For every line that contains the string "leaves", pull that line out of the material below.

Material provided:
***
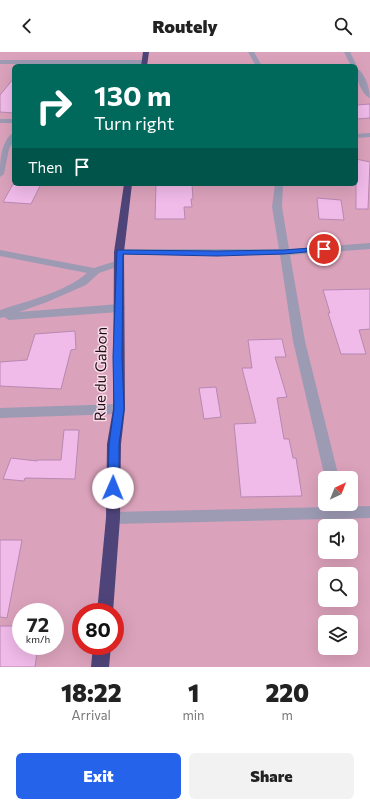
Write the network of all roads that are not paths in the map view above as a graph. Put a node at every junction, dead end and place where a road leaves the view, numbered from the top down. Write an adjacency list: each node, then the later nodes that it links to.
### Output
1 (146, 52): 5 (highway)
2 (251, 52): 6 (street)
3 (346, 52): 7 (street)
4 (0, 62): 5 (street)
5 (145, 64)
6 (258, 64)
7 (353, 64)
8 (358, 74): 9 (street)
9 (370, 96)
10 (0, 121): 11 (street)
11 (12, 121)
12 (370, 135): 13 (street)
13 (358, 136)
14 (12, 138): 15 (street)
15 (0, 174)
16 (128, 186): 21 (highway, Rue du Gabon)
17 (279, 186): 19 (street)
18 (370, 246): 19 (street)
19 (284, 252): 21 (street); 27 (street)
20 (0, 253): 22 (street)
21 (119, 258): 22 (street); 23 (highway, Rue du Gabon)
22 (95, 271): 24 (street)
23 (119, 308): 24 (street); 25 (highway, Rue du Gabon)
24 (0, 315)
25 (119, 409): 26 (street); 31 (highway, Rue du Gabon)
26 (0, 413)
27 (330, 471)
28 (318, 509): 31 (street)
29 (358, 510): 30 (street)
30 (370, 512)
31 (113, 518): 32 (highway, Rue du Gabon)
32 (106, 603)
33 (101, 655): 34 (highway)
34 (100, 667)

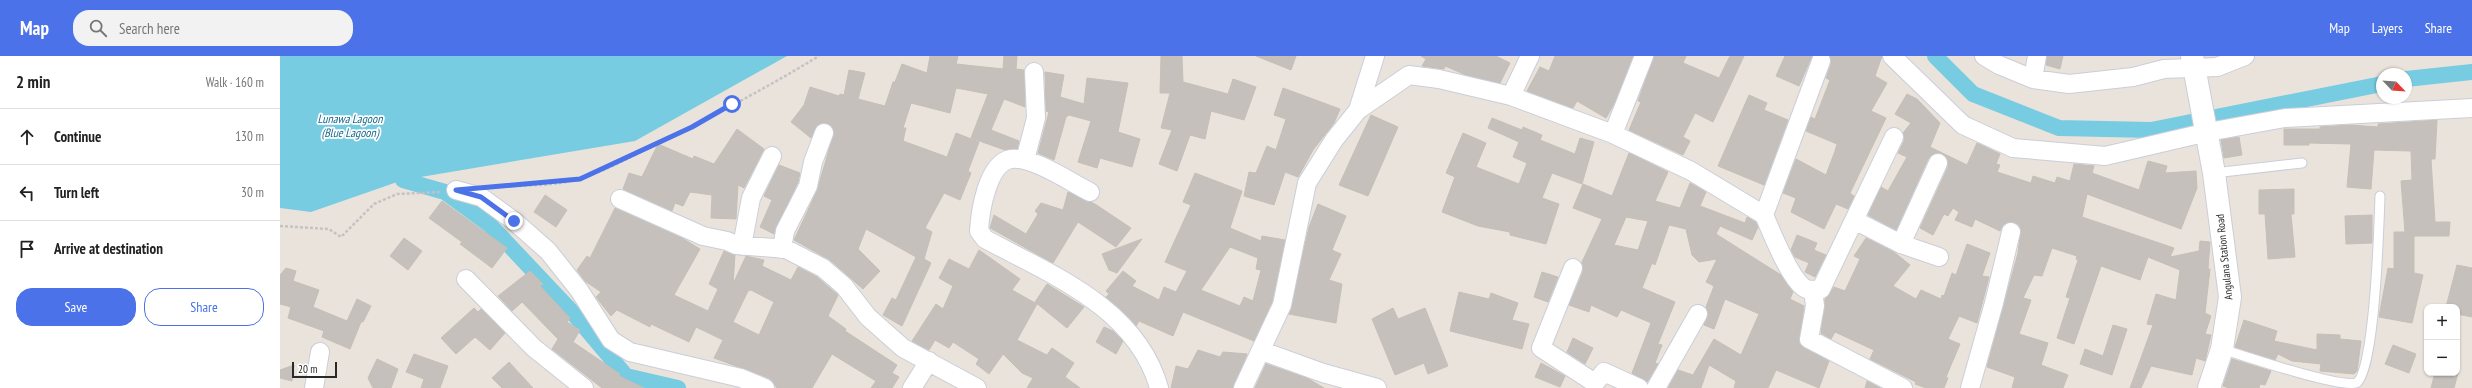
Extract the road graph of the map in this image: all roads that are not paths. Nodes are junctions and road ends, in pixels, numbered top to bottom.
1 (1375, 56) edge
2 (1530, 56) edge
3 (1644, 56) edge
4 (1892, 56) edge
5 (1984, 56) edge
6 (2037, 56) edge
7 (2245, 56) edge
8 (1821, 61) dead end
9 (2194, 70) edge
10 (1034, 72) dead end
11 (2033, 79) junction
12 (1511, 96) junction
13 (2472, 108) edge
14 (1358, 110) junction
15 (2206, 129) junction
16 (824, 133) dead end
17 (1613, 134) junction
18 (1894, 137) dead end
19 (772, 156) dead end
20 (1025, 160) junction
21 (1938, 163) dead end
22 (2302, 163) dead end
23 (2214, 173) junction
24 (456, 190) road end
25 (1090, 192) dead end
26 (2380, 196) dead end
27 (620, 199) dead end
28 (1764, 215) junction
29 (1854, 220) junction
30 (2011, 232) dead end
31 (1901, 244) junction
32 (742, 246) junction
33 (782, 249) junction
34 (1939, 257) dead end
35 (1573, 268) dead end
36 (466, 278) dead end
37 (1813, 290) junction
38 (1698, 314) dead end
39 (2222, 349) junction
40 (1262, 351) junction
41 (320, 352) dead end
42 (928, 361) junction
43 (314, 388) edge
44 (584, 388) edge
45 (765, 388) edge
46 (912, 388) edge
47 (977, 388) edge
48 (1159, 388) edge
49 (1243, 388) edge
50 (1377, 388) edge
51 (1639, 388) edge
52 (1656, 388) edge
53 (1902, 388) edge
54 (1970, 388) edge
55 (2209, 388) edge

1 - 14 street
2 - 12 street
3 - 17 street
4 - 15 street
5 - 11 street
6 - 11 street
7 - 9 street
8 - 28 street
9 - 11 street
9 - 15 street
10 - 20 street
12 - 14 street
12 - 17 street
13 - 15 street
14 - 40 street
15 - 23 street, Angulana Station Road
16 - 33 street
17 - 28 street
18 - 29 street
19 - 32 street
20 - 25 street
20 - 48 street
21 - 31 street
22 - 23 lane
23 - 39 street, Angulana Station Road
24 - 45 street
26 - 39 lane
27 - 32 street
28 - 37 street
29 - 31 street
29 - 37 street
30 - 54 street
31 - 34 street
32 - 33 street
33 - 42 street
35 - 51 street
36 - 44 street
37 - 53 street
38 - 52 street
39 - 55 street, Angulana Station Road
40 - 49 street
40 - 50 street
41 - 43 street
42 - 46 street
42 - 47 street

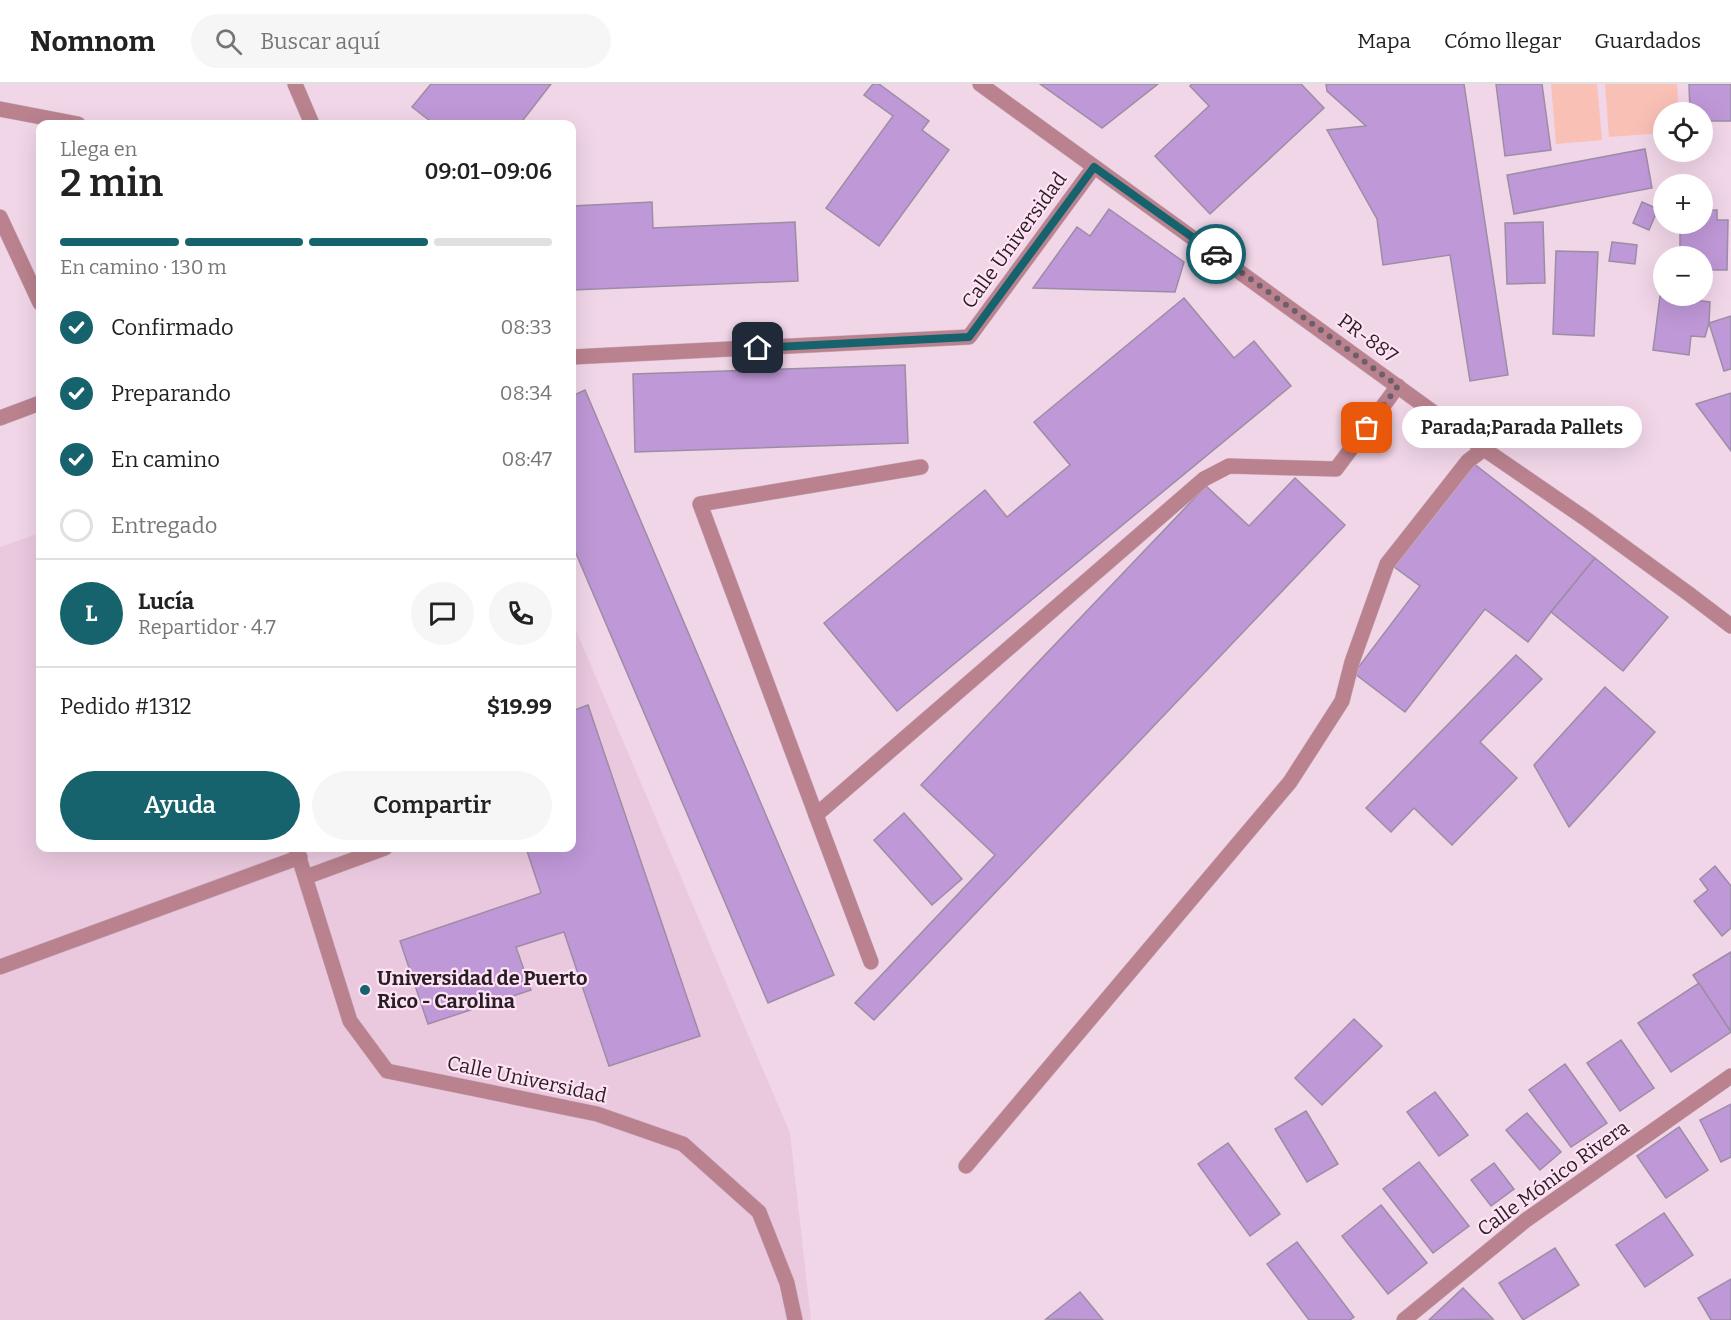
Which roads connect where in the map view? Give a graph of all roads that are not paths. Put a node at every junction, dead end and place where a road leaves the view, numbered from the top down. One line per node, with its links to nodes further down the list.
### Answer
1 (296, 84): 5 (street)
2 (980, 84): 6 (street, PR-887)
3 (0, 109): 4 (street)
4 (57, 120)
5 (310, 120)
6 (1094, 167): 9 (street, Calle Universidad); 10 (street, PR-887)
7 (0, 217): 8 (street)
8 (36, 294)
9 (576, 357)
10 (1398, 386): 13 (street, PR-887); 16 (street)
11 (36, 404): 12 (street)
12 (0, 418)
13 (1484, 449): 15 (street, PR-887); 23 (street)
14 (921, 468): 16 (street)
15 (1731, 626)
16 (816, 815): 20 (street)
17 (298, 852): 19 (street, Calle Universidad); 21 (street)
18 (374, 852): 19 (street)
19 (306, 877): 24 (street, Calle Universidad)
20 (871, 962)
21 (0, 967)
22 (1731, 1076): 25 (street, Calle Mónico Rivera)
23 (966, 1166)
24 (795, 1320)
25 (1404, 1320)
***
Response for this exercise:
Write the network of all roads that are not paths in the map view above as a graph. Put a node at every junction, dead end and place where a road leaves the view, numbered from the top down. Write an adjacency list: each node, then the later nodes that it links to.
Which roads connect where in the map view? Give a graph of all roads that are not paths. Put a node at every junction, dead end and place where a road leaves the view, numbered from the top down. One line per node, with its links to nodes further down the list.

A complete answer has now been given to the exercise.